→ Try it:
Each line of the data below containing "ring" needs to be listed.

─── Provided records

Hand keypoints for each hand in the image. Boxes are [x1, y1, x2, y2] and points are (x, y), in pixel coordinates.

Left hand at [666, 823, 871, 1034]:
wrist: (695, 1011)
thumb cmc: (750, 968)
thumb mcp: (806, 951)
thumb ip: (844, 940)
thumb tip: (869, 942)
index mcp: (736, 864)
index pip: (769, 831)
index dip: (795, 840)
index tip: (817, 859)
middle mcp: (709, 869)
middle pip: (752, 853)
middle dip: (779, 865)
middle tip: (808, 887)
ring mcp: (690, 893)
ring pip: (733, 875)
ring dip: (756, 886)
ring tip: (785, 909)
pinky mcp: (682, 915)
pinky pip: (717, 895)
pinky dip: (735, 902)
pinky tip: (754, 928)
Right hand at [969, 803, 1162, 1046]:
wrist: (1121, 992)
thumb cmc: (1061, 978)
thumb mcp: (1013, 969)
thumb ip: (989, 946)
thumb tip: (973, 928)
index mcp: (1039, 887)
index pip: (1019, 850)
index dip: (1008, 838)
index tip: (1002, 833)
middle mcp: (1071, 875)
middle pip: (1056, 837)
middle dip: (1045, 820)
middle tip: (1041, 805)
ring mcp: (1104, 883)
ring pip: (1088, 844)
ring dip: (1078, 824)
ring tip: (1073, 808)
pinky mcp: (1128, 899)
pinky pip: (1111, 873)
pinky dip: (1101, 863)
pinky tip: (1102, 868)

──────

→ Response below:
ring mcp: (690, 893)
ring pip: (733, 875)
ring dip: (756, 886)
ring tip: (785, 909)
ring mcp: (1104, 883)
ring pip: (1088, 844)
ring dip: (1078, 824)
ring tip: (1073, 808)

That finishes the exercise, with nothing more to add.